Saved data entries
---*---
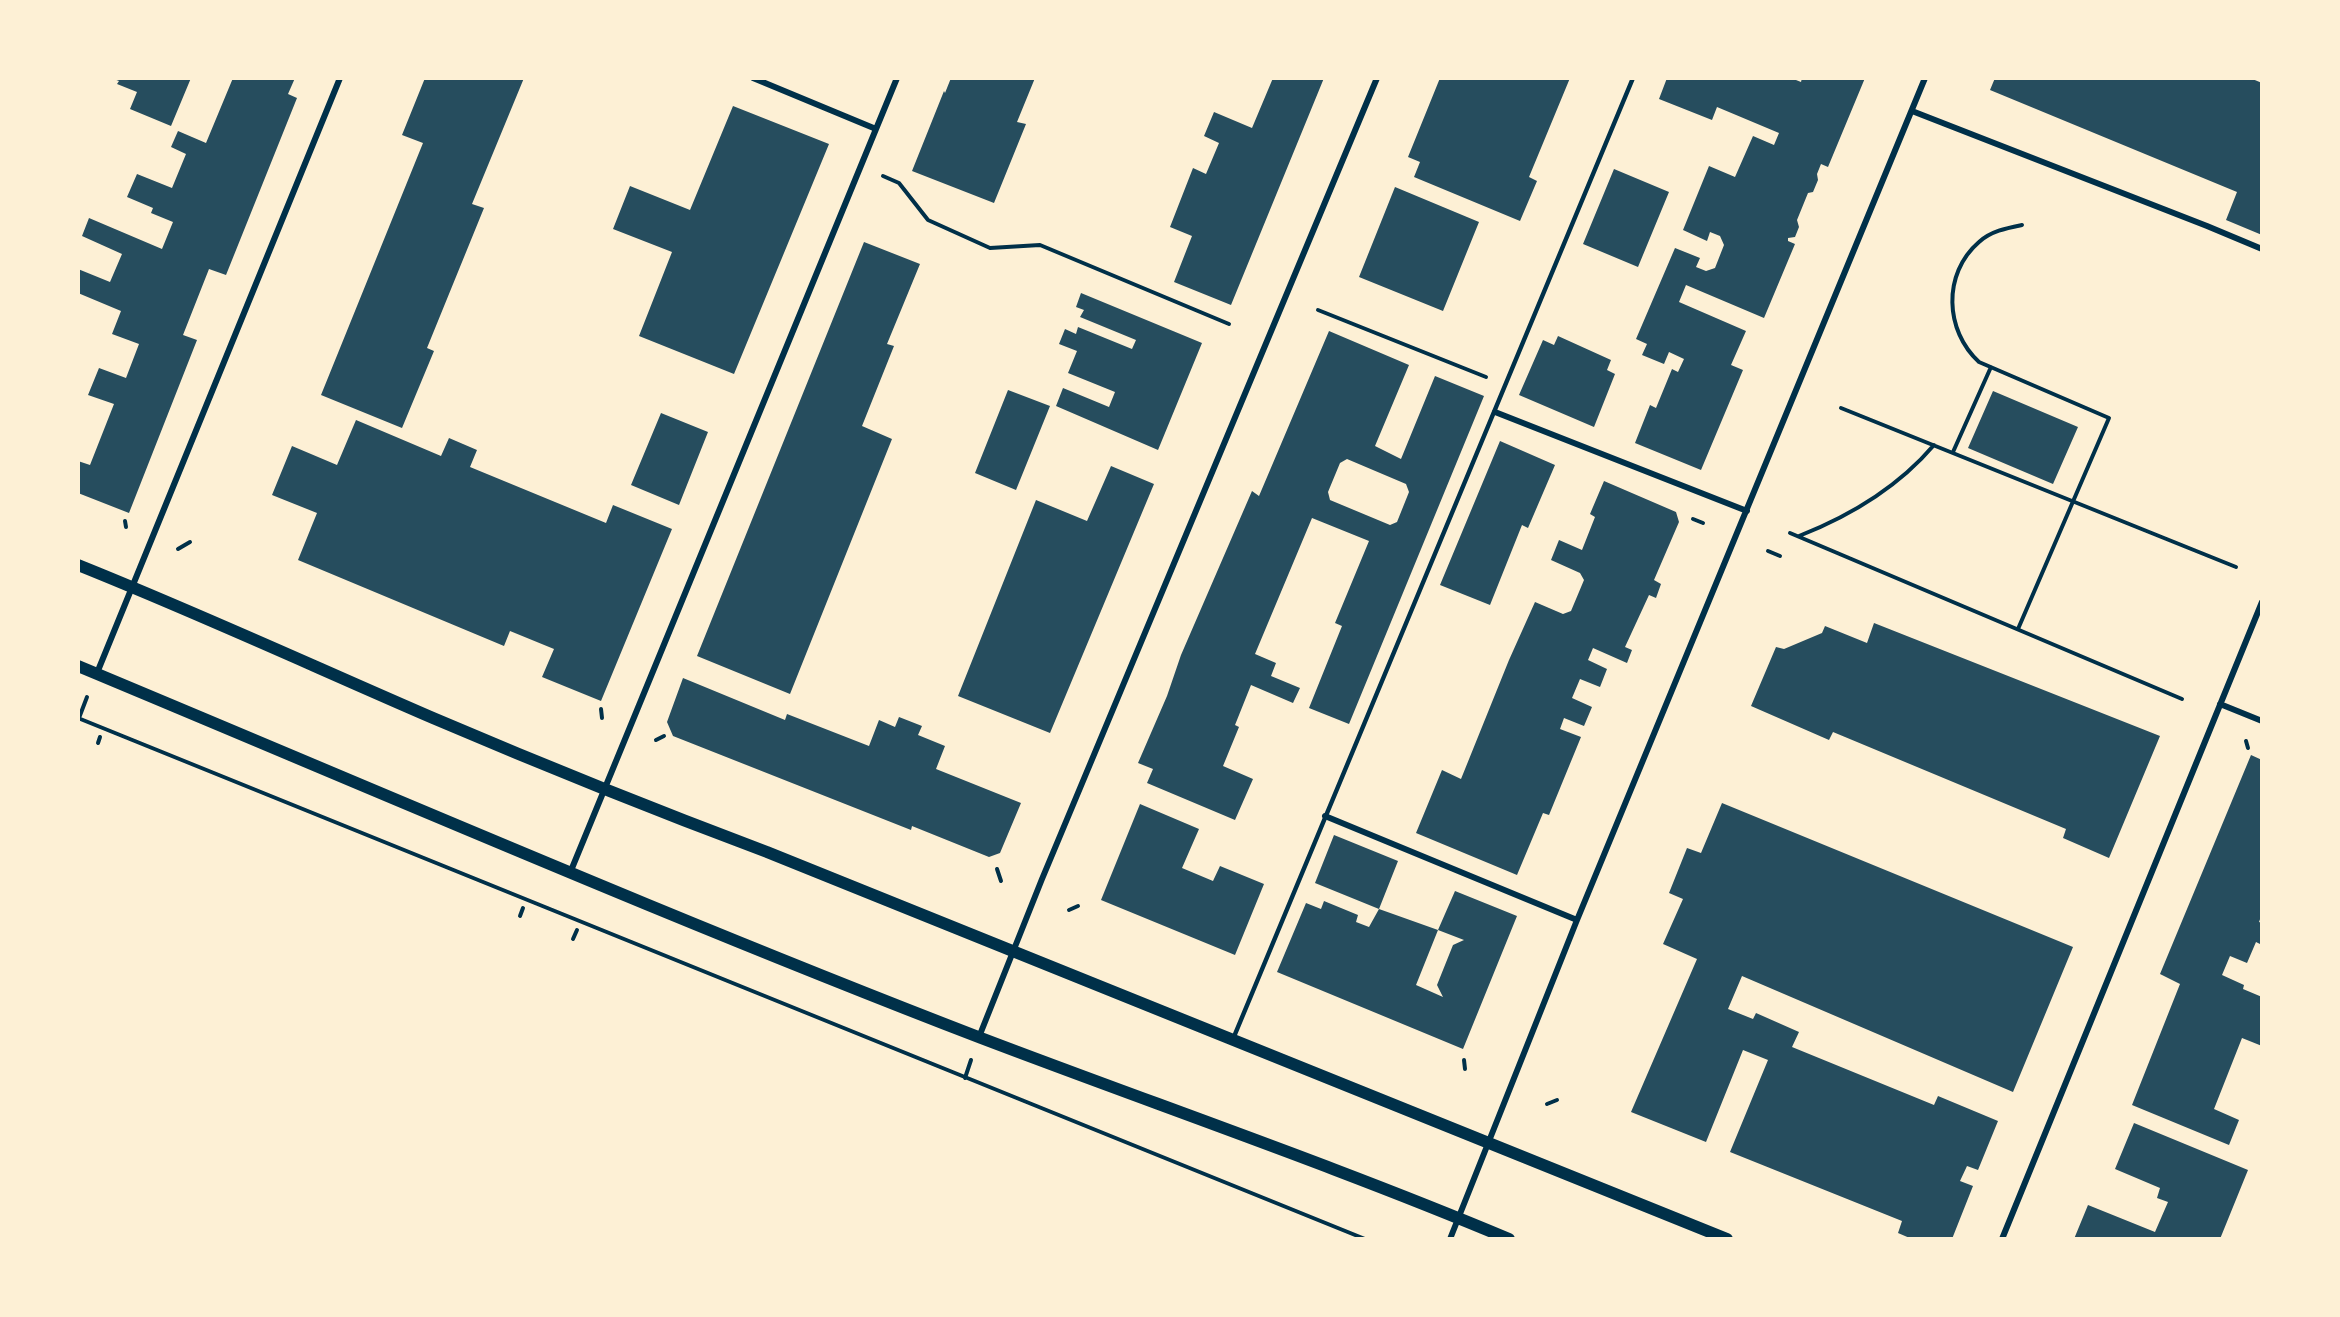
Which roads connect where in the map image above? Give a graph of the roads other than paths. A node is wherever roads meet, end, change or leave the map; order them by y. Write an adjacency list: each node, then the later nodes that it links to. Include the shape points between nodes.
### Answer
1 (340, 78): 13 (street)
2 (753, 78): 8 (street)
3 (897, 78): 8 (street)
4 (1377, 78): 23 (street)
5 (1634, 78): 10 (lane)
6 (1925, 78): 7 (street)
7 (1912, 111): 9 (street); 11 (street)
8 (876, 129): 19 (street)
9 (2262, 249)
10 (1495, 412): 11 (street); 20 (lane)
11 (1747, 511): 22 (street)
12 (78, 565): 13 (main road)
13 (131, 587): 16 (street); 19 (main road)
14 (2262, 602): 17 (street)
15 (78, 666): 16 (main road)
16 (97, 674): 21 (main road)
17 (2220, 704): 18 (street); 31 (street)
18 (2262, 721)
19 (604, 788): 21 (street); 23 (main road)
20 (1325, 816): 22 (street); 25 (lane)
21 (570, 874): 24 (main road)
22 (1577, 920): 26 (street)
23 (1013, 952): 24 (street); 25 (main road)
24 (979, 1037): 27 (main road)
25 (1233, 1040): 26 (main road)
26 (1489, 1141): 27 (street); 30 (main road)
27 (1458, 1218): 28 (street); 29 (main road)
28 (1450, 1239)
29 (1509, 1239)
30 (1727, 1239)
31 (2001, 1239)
---*---
▶ [Your instructions]:
The copy should match the records above exactly, except that pictures are dropped.

▶ [Reply to the exercise]:
Which roads connect where in the map image above? Give a graph of the roads other than paths. A node is wherever roads meet, end, change or leave the map; order them by y. Write an adjacency list: each node, then the later nodes that it links to. Include the shape points between nodes.
### Answer
1 (340, 78): 13 (street)
2 (753, 78): 8 (street)
3 (897, 78): 8 (street)
4 (1377, 78): 23 (street)
5 (1634, 78): 10 (lane)
6 (1925, 78): 7 (street)
7 (1912, 111): 9 (street); 11 (street)
8 (876, 129): 19 (street)
9 (2262, 249)
10 (1495, 412): 11 (street); 20 (lane)
11 (1747, 511): 22 (street)
12 (78, 565): 13 (main road)
13 (131, 587): 16 (street); 19 (main road)
14 (2262, 602): 17 (street)
15 (78, 666): 16 (main road)
16 (97, 674): 21 (main road)
17 (2220, 704): 18 (street); 31 (street)
18 (2262, 721)
19 (604, 788): 21 (street); 23 (main road)
20 (1325, 816): 22 (street); 25 (lane)
21 (570, 874): 24 (main road)
22 (1577, 920): 26 (street)
23 (1013, 952): 24 (street); 25 (main road)
24 (979, 1037): 27 (main road)
25 (1233, 1040): 26 (main road)
26 (1489, 1141): 27 (street); 30 (main road)
27 (1458, 1218): 28 (street); 29 (main road)
28 (1450, 1239)
29 (1509, 1239)
30 (1727, 1239)
31 (2001, 1239)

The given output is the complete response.